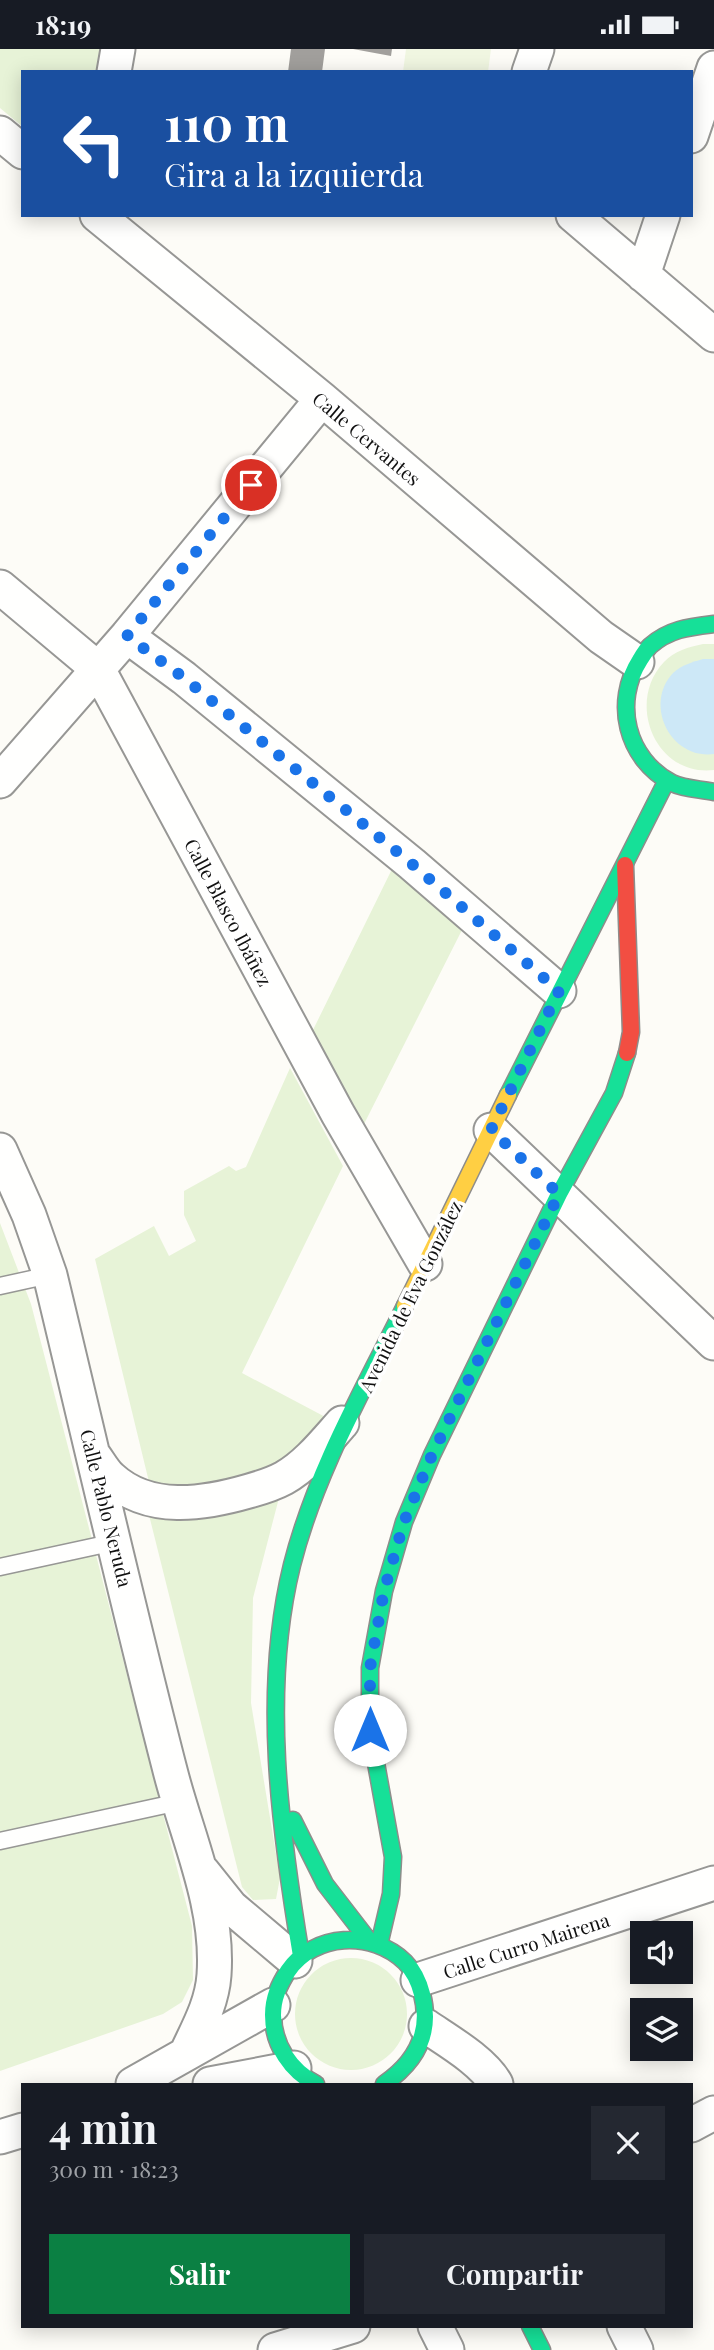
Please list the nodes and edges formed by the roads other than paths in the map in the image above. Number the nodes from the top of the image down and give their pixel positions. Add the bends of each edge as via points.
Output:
1 (118, 49) edge
2 (537, 49) edge
3 (714, 68) edge
4 (114, 70) edge
5 (530, 70) edge
6 (693, 130) edge
7 (0, 133) edge
8 (21, 150) edge
9 (99, 217) edge
10 (575, 217) edge
11 (662, 217) edge
12 (643, 275) junction
13 (714, 335) edge
14 (322, 399) junction
15 (0, 587) edge
16 (714, 624) edge
17 (127, 636) junction
18 (637, 662) junction
19 (98, 669) junction
20 (0, 781) edge
21 (666, 782) junction
22 (714, 792) edge
23 (624, 863) junction
24 (559, 991) junction
25 (491, 1130) junction
26 (0, 1150) edge
27 (559, 1194) junction
28 (425, 1264) junction
29 (50, 1275) junction
30 (0, 1286) edge
31 (714, 1343) edge
32 (355, 1408) junction
33 (94, 1455) junction
34 (115, 1542) junction
35 (0, 1567) edge
36 (278, 1753) junction
37 (179, 1802) junction
38 (0, 1841) edge
39 (201, 1870) junction
40 (714, 1883) edge
41 (374, 1943) junction
42 (298, 1958) junction
43 (418, 1980) junction
44 (273, 2005) junction
45 (422, 2038) junction
46 (186, 2054) junction
47 (423, 2073) dead end
48 (305, 2076) edge
49 (135, 2083) edge
50 (222, 2083) edge
51 (386, 2083) edge
52 (495, 2083) edge
53 (714, 2113) edge
54 (693, 2124) edge
55 (21, 2131) edge
56 (0, 2137) edge
57 (346, 2328) edge
58 (436, 2328) edge
59 (531, 2328) edge
60 (625, 2328) edge
61 (275, 2350) edge
62 (447, 2350) edge
63 (542, 2350) edge
64 (636, 2350) edge

1 - 4 street
2 - 5 street
3 - 6 street
7 - 8 street
9 - 14 street, Calle Cervantes
10 - 12 street
11 - 12 street
12 - 13 street
14 - 17 street
14 - 18 street, Calle Cervantes via 601,637
15 - 19 street, Calle Blasco Ibáñez
16 - 18 main road via 684,627 666,635 649,646
17 - 19 street
17 - 24 street via 402,856
18 - 21 main road via 626,687 624,715 630,741 645,765
19 - 20 street
19 - 28 street, Calle Blasco Ibáñez via 338,1114
21 - 22 main road via 694,792
21 - 23 main road, Avenida de Eva González
23 - 24 main road, Avenida de Eva González
23 - 27 main road, Avenida de Eva González via 631,1032 626,1062
24 - 25 main road, Avenida de Eva González
25 - 27 street
25 - 28 main road, Avenida de Eva González
26 - 29 street, Calle Pablo Neruda
27 - 31 street
27 - 41 main road, Avenida de Eva González via 432,1455 404,1522 384,1591 370,1668 370,1730 393,1857 391,1894
28 - 32 main road, Avenida de Eva González
29 - 30 lane
29 - 33 street, Calle Pablo Neruda
32 - 33 street via 315,1453 284,1478 225,1498 189,1504 136,1494 111,1478
32 - 36 main road, Avenida de Eva González via 296,1547 288,1580 275,1671
33 - 34 street, Calle Pablo Neruda
34 - 35 lane
34 - 37 street, Calle Pablo Neruda
36 - 41 main road via 290,1814 311,1862 341,1909
36 - 42 main road
37 - 38 lane
37 - 39 street, Calle Pablo Neruda
39 - 42 street, Calle Pablo Neruda via 230,1907
39 - 46 street, Calle Pablo Neruda via 214,1973 210,2003
40 - 43 street, Calle Curro Mairena
41 - 42 main road via 348,1938 323,1943
41 - 43 main road via 406,1962
42 - 44 main road via 284,1975
43 - 45 main road via 424,1994
44 - 46 street
44 - 48 main road via 281,2050
45 - 47 main road
45 - 51 main road via 398,2076
45 - 52 street via 459,2048
46 - 49 street
48 - 50 street
53 - 54 street
55 - 56 street
57 - 61 street
58 - 62 street
59 - 63 main road
60 - 64 street

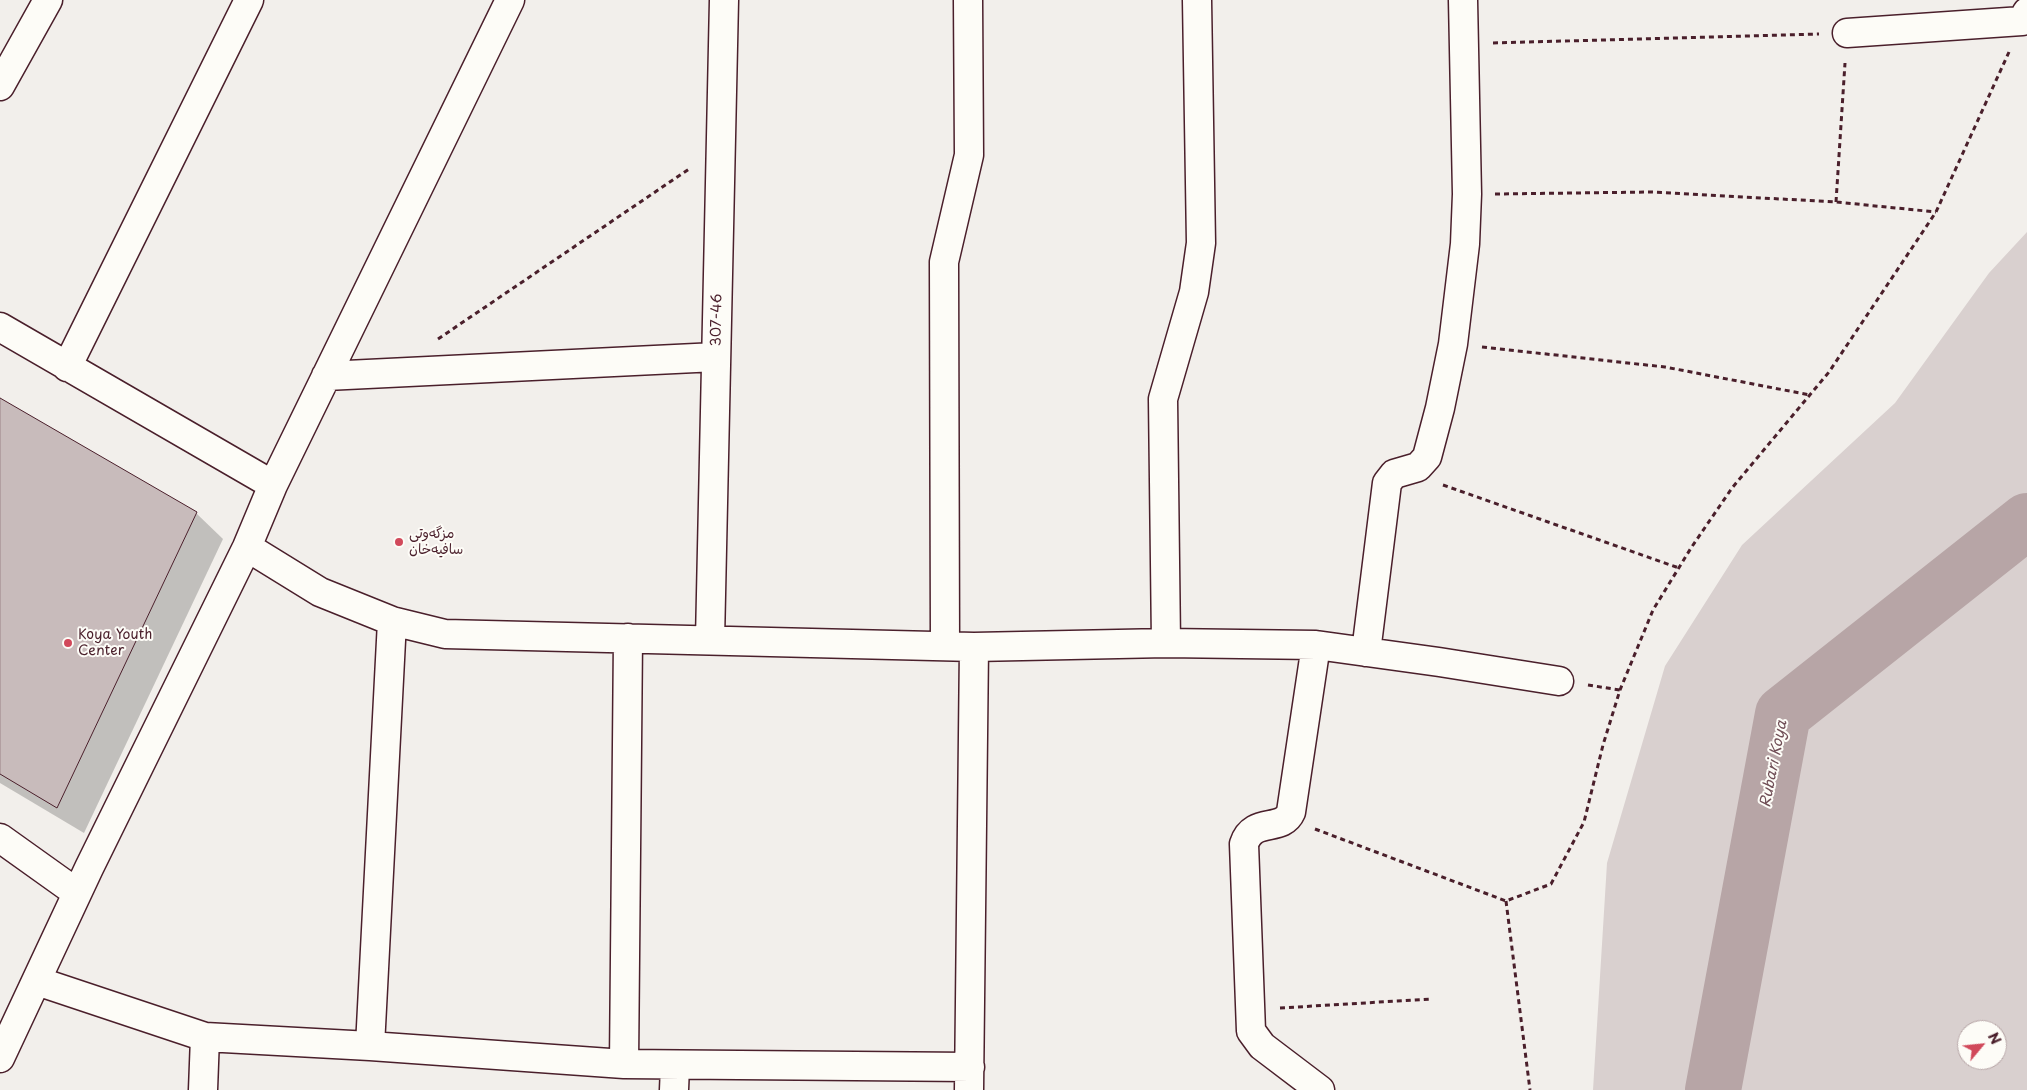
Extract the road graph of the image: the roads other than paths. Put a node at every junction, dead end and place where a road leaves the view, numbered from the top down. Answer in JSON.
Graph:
{"nodes":[{"id":1,"x":48,"y":0,"type":"edge"},
{"id":2,"x":249,"y":0,"type":"edge"},
{"id":3,"x":510,"y":0,"type":"edge"},
{"id":4,"x":724,"y":0,"type":"edge"},
{"id":5,"x":968,"y":0,"type":"edge"},
{"id":6,"x":1197,"y":0,"type":"edge"},
{"id":7,"x":1463,"y":0,"type":"edge"},
{"id":8,"x":2024,"y":16,"type":"edge"},
{"id":9,"x":1847,"y":33,"type":"road end"},
{"id":10,"x":0,"y":86,"type":"edge"},
{"id":11,"x":0,"y":327,"type":"edge"},
{"id":12,"x":716,"y":357,"type":"junction"},
{"id":13,"x":67,"y":367,"type":"junction"},
{"id":14,"x":326,"y":376,"type":"junction"},
{"id":15,"x":273,"y":485,"type":"junction"},
{"id":16,"x":247,"y":547,"type":"junction"},
{"id":17,"x":392,"y":621,"type":"junction"},
{"id":18,"x":628,"y":638,"type":"junction"},
{"id":19,"x":710,"y":640,"type":"junction"},
{"id":20,"x":1166,"y":643,"type":"junction"},
{"id":21,"x":1316,"y":645,"type":"junction"},
{"id":22,"x":945,"y":646,"type":"junction"},
{"id":23,"x":974,"y":647,"type":"junction"},
{"id":24,"x":1366,"y":652,"type":"junction"},
{"id":25,"x":1559,"y":681,"type":"dead end"},
{"id":26,"x":0,"y":838,"type":"edge"},
{"id":27,"x":77,"y":893,"type":"junction"},
{"id":28,"x":37,"y":980,"type":"junction"},
{"id":29,"x":205,"y":1037,"type":"junction"},
{"id":30,"x":370,"y":1046,"type":"junction"},
{"id":31,"x":0,"y":1058,"type":"edge"},
{"id":32,"x":624,"y":1064,"type":"junction"},
{"id":33,"x":674,"y":1078,"type":"edge"},
{"id":34,"x":969,"y":1079,"type":"edge"},
{"id":35,"x":203,"y":1090,"type":"edge"},
{"id":36,"x":1320,"y":1090,"type":"edge"}],
"edges":[{"from":1,"to":10,"type":"street"},
{"from":2,"to":13,"type":"street"},
{"from":3,"to":14,"type":"street"},
{"from":4,"to":12,"type":"street","name":"307-46"},
{"from":5,"to":22,"type":"street"},
{"from":6,"to":20,"type":"street"},
{"from":7,"to":24,"type":"street"},
{"from":8,"to":9,"type":"street"},
{"from":11,"to":13,"type":"street"},
{"from":12,"to":14,"type":"street"},
{"from":12,"to":19,"type":"street","name":"307-46"},
{"from":13,"to":15,"type":"street"},
{"from":14,"to":15,"type":"street"},
{"from":15,"to":16,"type":"street"},
{"from":16,"to":17,"type":"street"},
{"from":16,"to":27,"type":"street"},
{"from":17,"to":18,"type":"street"},
{"from":17,"to":30,"type":"street"},
{"from":18,"to":19,"type":"street"},
{"from":18,"to":32,"type":"street"},
{"from":19,"to":22,"type":"street"},
{"from":20,"to":21,"type":"street"},
{"from":20,"to":23,"type":"street"},
{"from":21,"to":24,"type":"street"},
{"from":21,"to":36,"type":"street"},
{"from":22,"to":23,"type":"street"},
{"from":23,"to":34,"type":"street"},
{"from":24,"to":25,"type":"street"},
{"from":26,"to":27,"type":"street"},
{"from":27,"to":28,"type":"street"},
{"from":28,"to":29,"type":"street"},
{"from":28,"to":31,"type":"street"},
{"from":29,"to":30,"type":"street"},
{"from":29,"to":35,"type":"street"},
{"from":30,"to":32,"type":"street"},
{"from":32,"to":33,"type":"street"},
{"from":33,"to":34,"type":"street"}]}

▸ **TASK TO CARRY OUT**:
Reproduce each entry precisely. Leave the pictures out.

▸ **ANSWER BOX**:
Please list the nodes and edges formed by the roads other than paths in the map in the image above. Number the nodes from the top of the image down and give their pixel positions. Add the bends of each edge as via points.
Output:
1 (118, 49) edge
2 (537, 49) edge
3 (714, 68) edge
4 (114, 70) edge
5 (530, 70) edge
6 (693, 130) edge
7 (0, 133) edge
8 (21, 150) edge
9 (99, 217) edge
10 (575, 217) edge
11 (662, 217) edge
12 (643, 275) junction
13 (714, 335) edge
14 (322, 399) junction
15 (0, 587) edge
16 (714, 624) edge
17 (127, 636) junction
18 (637, 662) junction
19 (98, 669) junction
20 (0, 781) edge
21 (666, 782) junction
22 (714, 792) edge
23 (624, 863) junction
24 (559, 991) junction
25 (491, 1130) junction
26 (0, 1150) edge
27 (559, 1194) junction
28 (425, 1264) junction
29 (50, 1275) junction
30 (0, 1286) edge
31 (714, 1343) edge
32 (355, 1408) junction
33 (94, 1455) junction
34 (115, 1542) junction
35 (0, 1567) edge
36 (278, 1753) junction
37 (179, 1802) junction
38 (0, 1841) edge
39 (201, 1870) junction
40 (714, 1883) edge
41 (374, 1943) junction
42 (298, 1958) junction
43 (418, 1980) junction
44 (273, 2005) junction
45 (422, 2038) junction
46 (186, 2054) junction
47 (423, 2073) dead end
48 (305, 2076) edge
49 (135, 2083) edge
50 (222, 2083) edge
51 (386, 2083) edge
52 (495, 2083) edge
53 (714, 2113) edge
54 (693, 2124) edge
55 (21, 2131) edge
56 (0, 2137) edge
57 (346, 2328) edge
58 (436, 2328) edge
59 (531, 2328) edge
60 (625, 2328) edge
61 (275, 2350) edge
62 (447, 2350) edge
63 (542, 2350) edge
64 (636, 2350) edge

1 - 4 street
2 - 5 street
3 - 6 street
7 - 8 street
9 - 14 street, Calle Cervantes
10 - 12 street
11 - 12 street
12 - 13 street
14 - 17 street
14 - 18 street, Calle Cervantes via 601,637
15 - 19 street, Calle Blasco Ibáñez
16 - 18 main road via 684,627 666,635 649,646
17 - 19 street
17 - 24 street via 402,856
18 - 21 main road via 626,687 624,715 630,741 645,765
19 - 20 street
19 - 28 street, Calle Blasco Ibáñez via 338,1114
21 - 22 main road via 694,792
21 - 23 main road, Avenida de Eva González
23 - 24 main road, Avenida de Eva González
23 - 27 main road, Avenida de Eva González via 631,1032 626,1062
24 - 25 main road, Avenida de Eva González
25 - 27 street
25 - 28 main road, Avenida de Eva González
26 - 29 street, Calle Pablo Neruda
27 - 31 street
27 - 41 main road, Avenida de Eva González via 432,1455 404,1522 384,1591 370,1668 370,1730 393,1857 391,1894
28 - 32 main road, Avenida de Eva González
29 - 30 lane
29 - 33 street, Calle Pablo Neruda
32 - 33 street via 315,1453 284,1478 225,1498 189,1504 136,1494 111,1478
32 - 36 main road, Avenida de Eva González via 296,1547 288,1580 275,1671
33 - 34 street, Calle Pablo Neruda
34 - 35 lane
34 - 37 street, Calle Pablo Neruda
36 - 41 main road via 290,1814 311,1862 341,1909
36 - 42 main road
37 - 38 lane
37 - 39 street, Calle Pablo Neruda
39 - 42 street, Calle Pablo Neruda via 230,1907
39 - 46 street, Calle Pablo Neruda via 214,1973 210,2003
40 - 43 street, Calle Curro Mairena
41 - 42 main road via 348,1938 323,1943
41 - 43 main road via 406,1962
42 - 44 main road via 284,1975
43 - 45 main road via 424,1994
44 - 46 street
44 - 48 main road via 281,2050
45 - 47 main road
45 - 51 main road via 398,2076
45 - 52 street via 459,2048
46 - 49 street
48 - 50 street
53 - 54 street
55 - 56 street
57 - 61 street
58 - 62 street
59 - 63 main road
60 - 64 street

Extract the road graph of the image: the roads other than paths. Put a node at every junction, dead end and place where a road leaves the view, numbered from the top down. Answer in JSON.
Graph:
{"nodes":[{"id":1,"x":48,"y":0,"type":"edge"},
{"id":2,"x":249,"y":0,"type":"edge"},
{"id":3,"x":510,"y":0,"type":"edge"},
{"id":4,"x":724,"y":0,"type":"edge"},
{"id":5,"x":968,"y":0,"type":"edge"},
{"id":6,"x":1197,"y":0,"type":"edge"},
{"id":7,"x":1463,"y":0,"type":"edge"},
{"id":8,"x":2024,"y":16,"type":"edge"},
{"id":9,"x":1847,"y":33,"type":"road end"},
{"id":10,"x":0,"y":86,"type":"edge"},
{"id":11,"x":0,"y":327,"type":"edge"},
{"id":12,"x":716,"y":357,"type":"junction"},
{"id":13,"x":67,"y":367,"type":"junction"},
{"id":14,"x":326,"y":376,"type":"junction"},
{"id":15,"x":273,"y":485,"type":"junction"},
{"id":16,"x":247,"y":547,"type":"junction"},
{"id":17,"x":392,"y":621,"type":"junction"},
{"id":18,"x":628,"y":638,"type":"junction"},
{"id":19,"x":710,"y":640,"type":"junction"},
{"id":20,"x":1166,"y":643,"type":"junction"},
{"id":21,"x":1316,"y":645,"type":"junction"},
{"id":22,"x":945,"y":646,"type":"junction"},
{"id":23,"x":974,"y":647,"type":"junction"},
{"id":24,"x":1366,"y":652,"type":"junction"},
{"id":25,"x":1559,"y":681,"type":"dead end"},
{"id":26,"x":0,"y":838,"type":"edge"},
{"id":27,"x":77,"y":893,"type":"junction"},
{"id":28,"x":37,"y":980,"type":"junction"},
{"id":29,"x":205,"y":1037,"type":"junction"},
{"id":30,"x":370,"y":1046,"type":"junction"},
{"id":31,"x":0,"y":1058,"type":"edge"},
{"id":32,"x":624,"y":1064,"type":"junction"},
{"id":33,"x":674,"y":1078,"type":"edge"},
{"id":34,"x":969,"y":1079,"type":"edge"},
{"id":35,"x":203,"y":1090,"type":"edge"},
{"id":36,"x":1320,"y":1090,"type":"edge"}],
"edges":[{"from":1,"to":10,"type":"street"},
{"from":2,"to":13,"type":"street"},
{"from":3,"to":14,"type":"street"},
{"from":4,"to":12,"type":"street","name":"307-46"},
{"from":5,"to":22,"type":"street"},
{"from":6,"to":20,"type":"street"},
{"from":7,"to":24,"type":"street"},
{"from":8,"to":9,"type":"street"},
{"from":11,"to":13,"type":"street"},
{"from":12,"to":14,"type":"street"},
{"from":12,"to":19,"type":"street","name":"307-46"},
{"from":13,"to":15,"type":"street"},
{"from":14,"to":15,"type":"street"},
{"from":15,"to":16,"type":"street"},
{"from":16,"to":17,"type":"street"},
{"from":16,"to":27,"type":"street"},
{"from":17,"to":18,"type":"street"},
{"from":17,"to":30,"type":"street"},
{"from":18,"to":19,"type":"street"},
{"from":18,"to":32,"type":"street"},
{"from":19,"to":22,"type":"street"},
{"from":20,"to":21,"type":"street"},
{"from":20,"to":23,"type":"street"},
{"from":21,"to":24,"type":"street"},
{"from":21,"to":36,"type":"street"},
{"from":22,"to":23,"type":"street"},
{"from":23,"to":34,"type":"street"},
{"from":24,"to":25,"type":"street"},
{"from":26,"to":27,"type":"street"},
{"from":27,"to":28,"type":"street"},
{"from":28,"to":29,"type":"street"},
{"from":28,"to":31,"type":"street"},
{"from":29,"to":30,"type":"street"},
{"from":29,"to":35,"type":"street"},
{"from":30,"to":32,"type":"street"},
{"from":32,"to":33,"type":"street"},
{"from":33,"to":34,"type":"street"}]}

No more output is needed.